**Listed entries:**
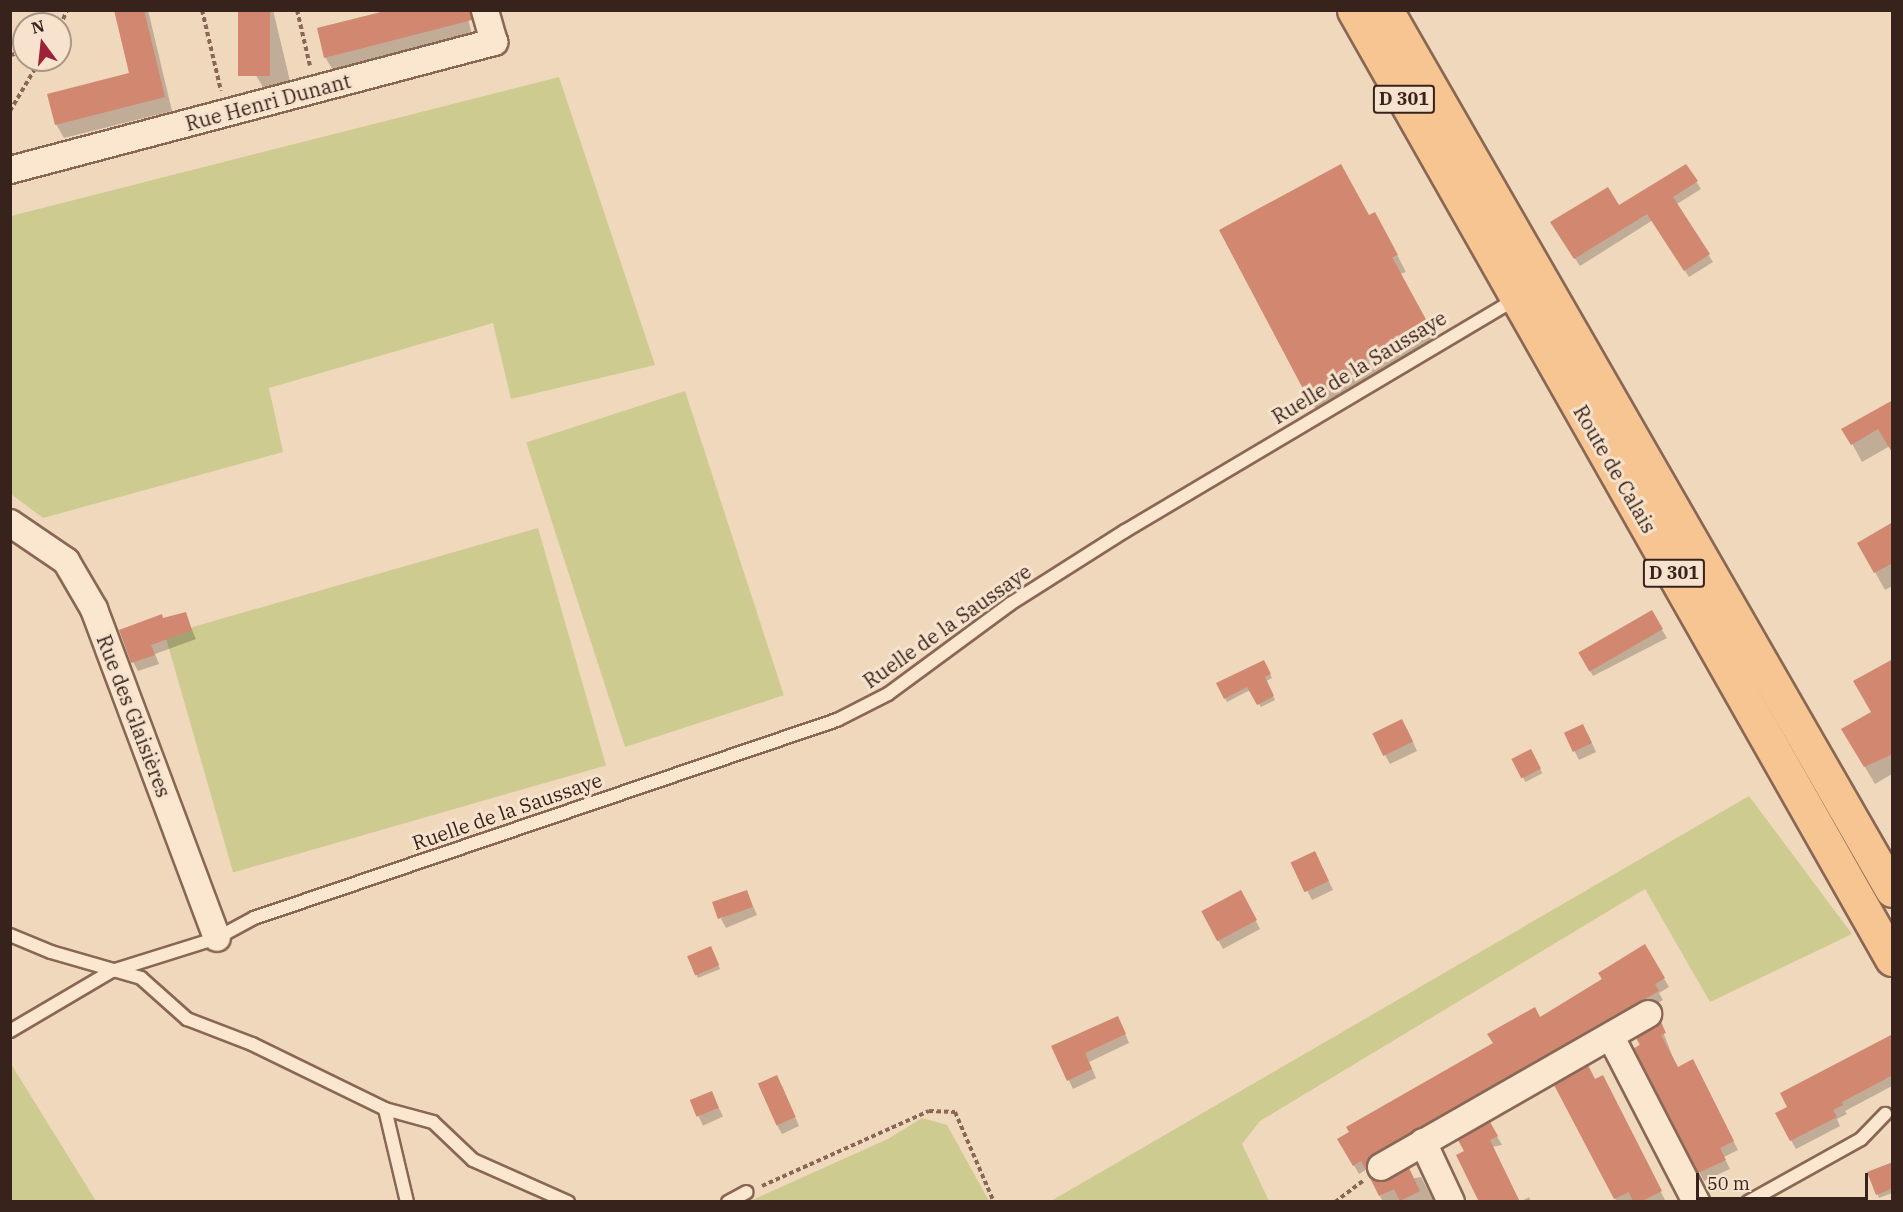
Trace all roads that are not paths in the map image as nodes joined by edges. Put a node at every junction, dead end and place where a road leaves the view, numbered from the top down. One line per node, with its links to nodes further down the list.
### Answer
1 (486, 10): 4 (street, Rue Henri Dunant)
2 (1354, 10): 5 (main road, Route de Calais / D 301)
3 (1386, 10): 7 (main road, Route de Calais / D 301)
4 (10, 170)
5 (1518, 298): 9 (lane, Ruelle de la Saussaye); 10 (main road, Route de Calais / D 301)
6 (10, 523): 9 (street, Rue des Glaisières)
7 (1893, 890)
8 (10, 935): 11 (lane)
9 (217, 938): 11 (lane, Ruelle de la Saussaye)
10 (1893, 959)
11 (112, 971): 13 (lane, Ruelle de la Saussaye); 15 (lane)
12 (1648, 1014): 14 (street)
13 (10, 1030)
14 (1611, 1037): 17 (street); 24 (street)
15 (385, 1109): 20 (lane); 21 (lane)
16 (1885, 1114): 25 (lane)
17 (1423, 1142): 18 (street); 23 (street)
18 (1381, 1167)
19 (747, 1192): 22 (lane)
20 (407, 1202)
21 (568, 1202)
22 (728, 1202)
23 (1451, 1202)
24 (1696, 1202)
25 (1748, 1202)

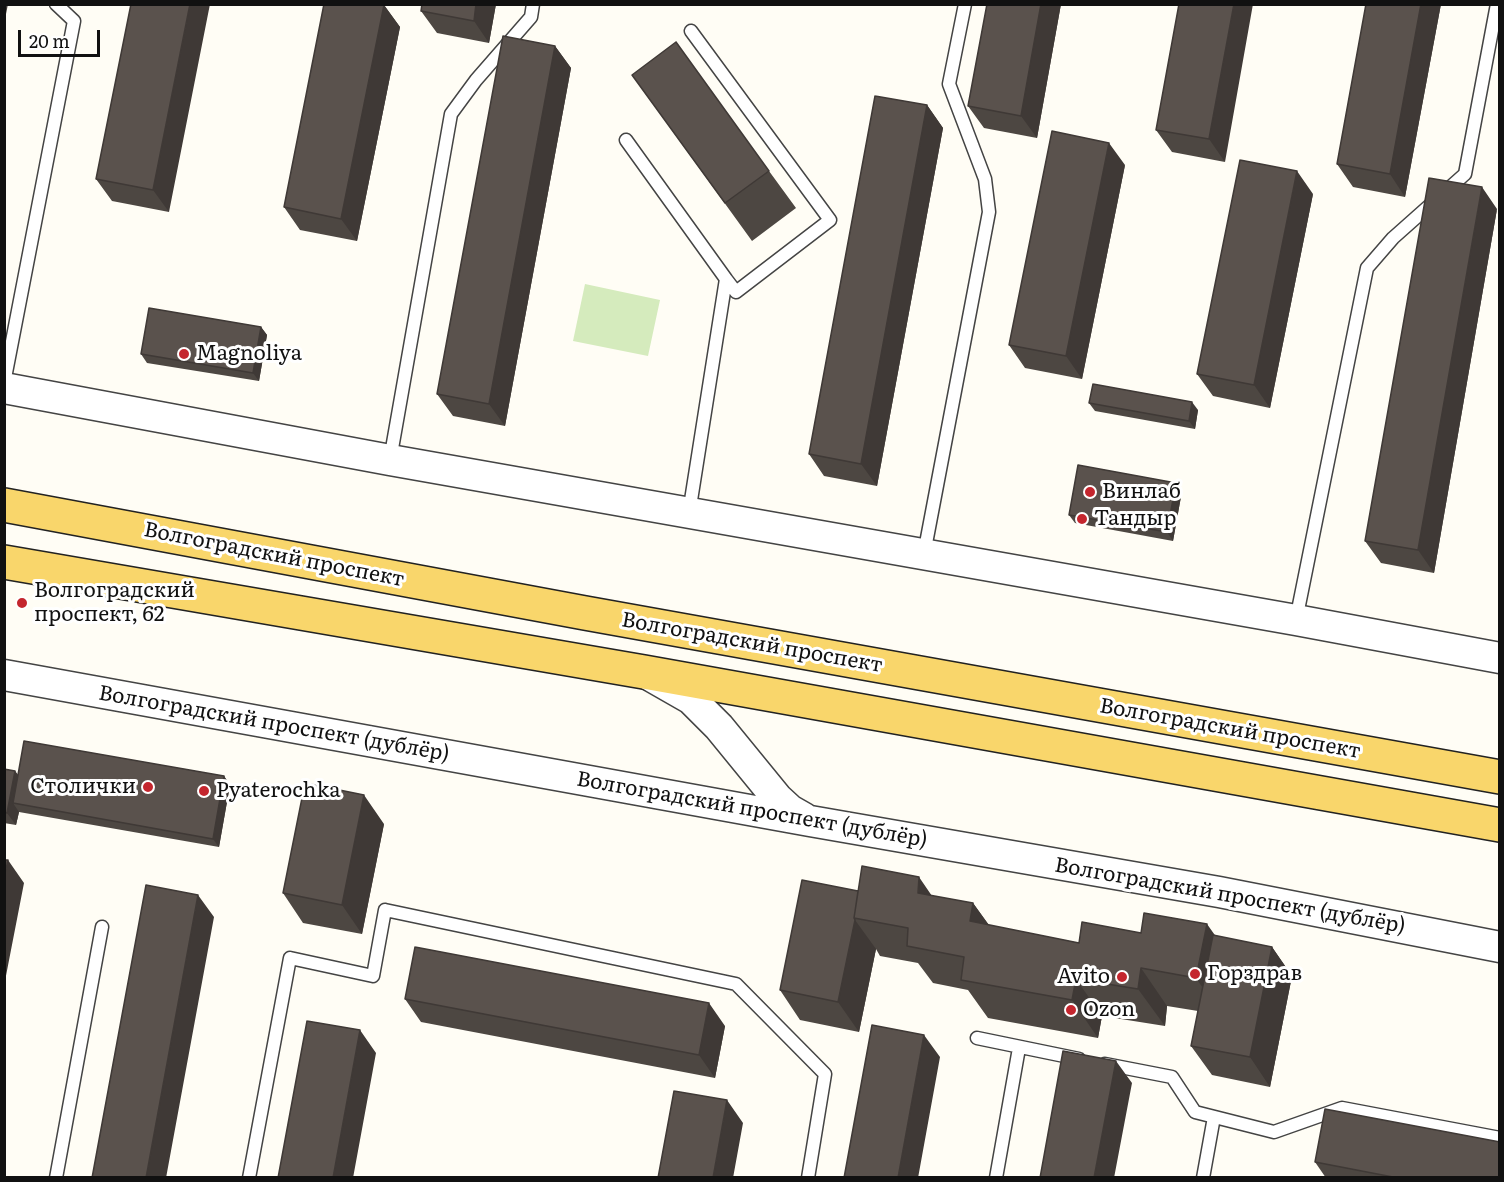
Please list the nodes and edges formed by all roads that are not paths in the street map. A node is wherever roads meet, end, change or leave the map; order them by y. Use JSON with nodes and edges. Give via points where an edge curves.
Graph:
{"nodes":[{"id":1,"x":56,"y":4,"type":"edge"},
{"id":2,"x":533,"y":4,"type":"edge"},
{"id":3,"x":965,"y":4,"type":"edge"},
{"id":4,"x":1497,"y":4,"type":"edge"},
{"id":5,"x":691,"y":31,"type":"dead end"},
{"id":6,"x":626,"y":140,"type":"dead end"},
{"id":7,"x":726,"y":279,"type":"junction"},
{"id":8,"x":4,"y":383,"type":"edge"},
{"id":9,"x":4,"y":388,"type":"edge"},
{"id":10,"x":390,"y":460,"type":"junction"},
{"id":11,"x":4,"y":505,"type":"edge"},
{"id":12,"x":689,"y":513,"type":"junction"},
{"id":13,"x":924,"y":554,"type":"junction"},
{"id":14,"x":4,"y":562,"type":"edge"},
{"id":15,"x":1296,"y":620,"type":"junction"},
{"id":16,"x":1500,"y":658,"type":"edge"},
{"id":17,"x":644,"y":672,"type":"junction"},
{"id":18,"x":5,"y":679,"type":"edge"},
{"id":19,"x":1500,"y":777,"type":"edge"},
{"id":20,"x":810,"y":821,"type":"junction"},
{"id":21,"x":1495,"y":826,"type":"edge"},
{"id":22,"x":102,"y":927,"type":"dead end"},
{"id":23,"x":1500,"y":947,"type":"edge"},
{"id":24,"x":977,"y":1038,"type":"edge"},
{"id":25,"x":1019,"y":1048,"type":"junction"},
{"id":26,"x":1214,"y":1117,"type":"junction"},
{"id":27,"x":1500,"y":1138,"type":"edge"},
{"id":28,"x":56,"y":1178,"type":"edge"},
{"id":29,"x":249,"y":1178,"type":"edge"},
{"id":30,"x":808,"y":1178,"type":"edge"},
{"id":31,"x":996,"y":1178,"type":"edge"},
{"id":32,"x":1203,"y":1178,"type":"edge"}],
"edges":[{"from":1,"to":8,"type":"lane","via":[[74,21]]},
{"from":2,"to":10,"type":"lane","via":[[531,17],[451,114]]},
{"from":3,"to":13,"type":"lane","via":[[950,84],[986,179],[989,212]]},
{"from":4,"to":15,"type":"lane","via":[[1465,174],[1392,238],[1367,268]]},
{"from":5,"to":7,"type":"lane","via":[[830,220],[736,292]]},
{"from":6,"to":7,"type":"lane"},
{"from":7,"to":12,"type":"lane"},
{"from":9,"to":10,"type":"street"},
{"from":10,"to":12,"type":"street"},
{"from":11,"to":19,"type":"main road","name":"Волгоградский проспект"},
{"from":12,"to":13,"type":"street"},
{"from":13,"to":15,"type":"street"},
{"from":14,"to":17,"type":"main road"},
{"from":15,"to":16,"type":"street"},
{"from":17,"to":20,"type":"street","via":[[690,699],[719,727],[777,798]]},
{"from":17,"to":21,"type":"main road"},
{"from":18,"to":20,"type":"street","name":"Волгоградский проспект (дублёр)"},
{"from":20,"to":23,"type":"street","name":"Волгоградский проспект (дублёр)","via":[[1219,892]]},
{"from":22,"to":28,"type":"lane"},
{"from":24,"to":25,"type":"lane"},
{"from":25,"to":26,"type":"lane","via":[[1172,1077],[1196,1112]]},
{"from":25,"to":31,"type":"lane"},
{"from":26,"to":27,"type":"lane","via":[[1274,1132],[1342,1108]]},
{"from":26,"to":32,"type":"lane"},
{"from":29,"to":30,"type":"lane","via":[[290,958],[373,976],[385,910],[736,984],[825,1074]]}]}
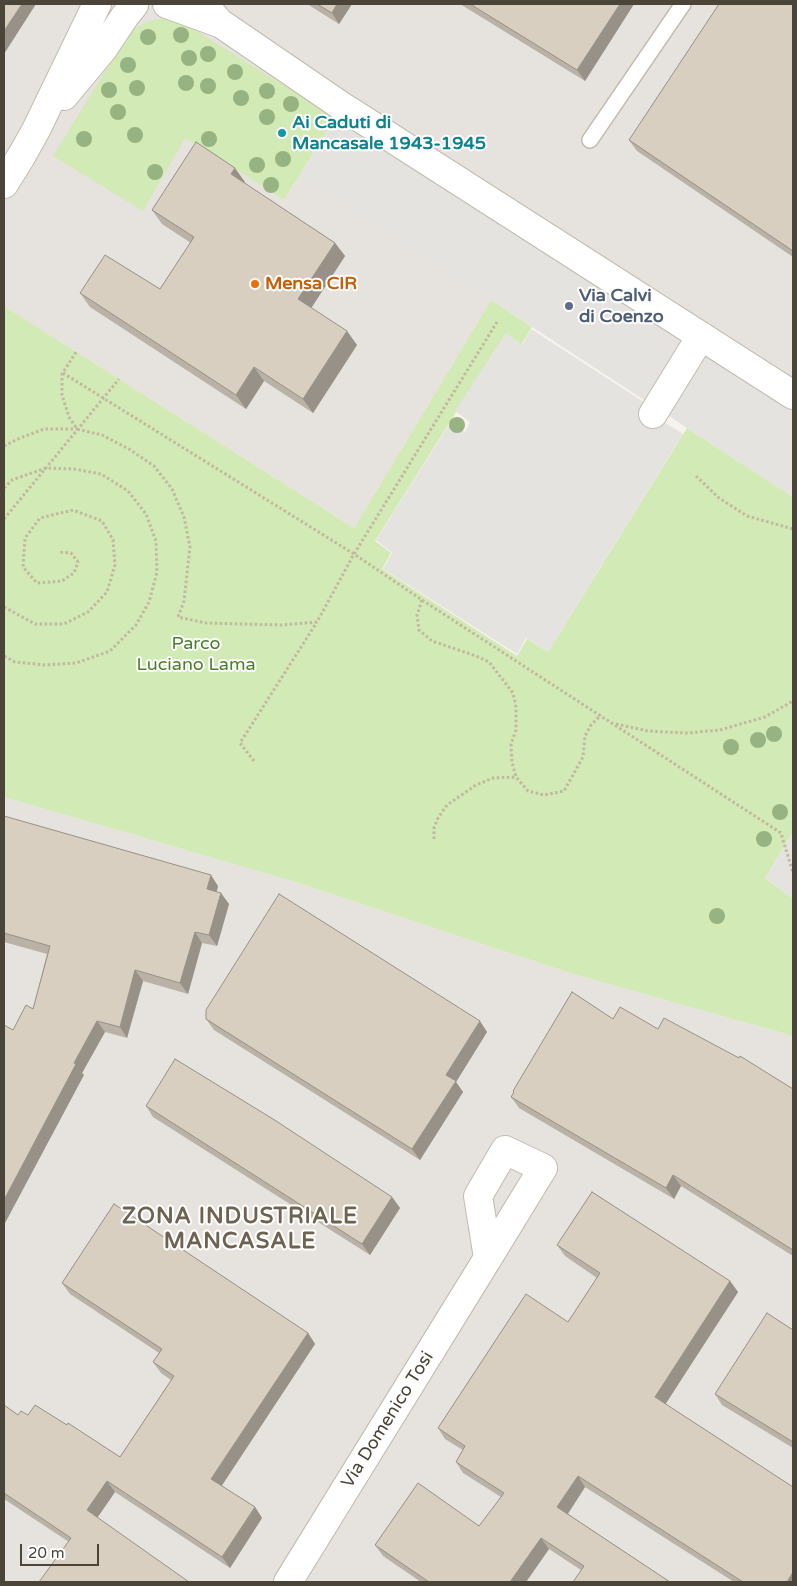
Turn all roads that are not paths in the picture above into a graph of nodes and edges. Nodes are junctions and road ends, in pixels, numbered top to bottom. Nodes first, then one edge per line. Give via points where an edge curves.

**Prompt:**
Each line holding the word "paths" must be pulled from the records.

**Reply to the exercise:**
Trace all roads that are not paths in the map image as nodes joined by edges. Put a node at every junction, dead end and place where a road leaves the view, numbered from the top down. One line per node, with its links to nodes further down the list.
Please list the nodes and edges formed by all roads that are not paths in the street map. A node is wherever roads meet, end, change or leave the map; order them by y. Use JSON with nodes and edges. Give via points where an edge curves.
Turn all roads that are not paths in the picture above into a graph of nodes and edges. Nodes are junctions and road ends, in pixels, numbered top to bottom. Nodes first, then one edge per line. Give via points where an edge curves.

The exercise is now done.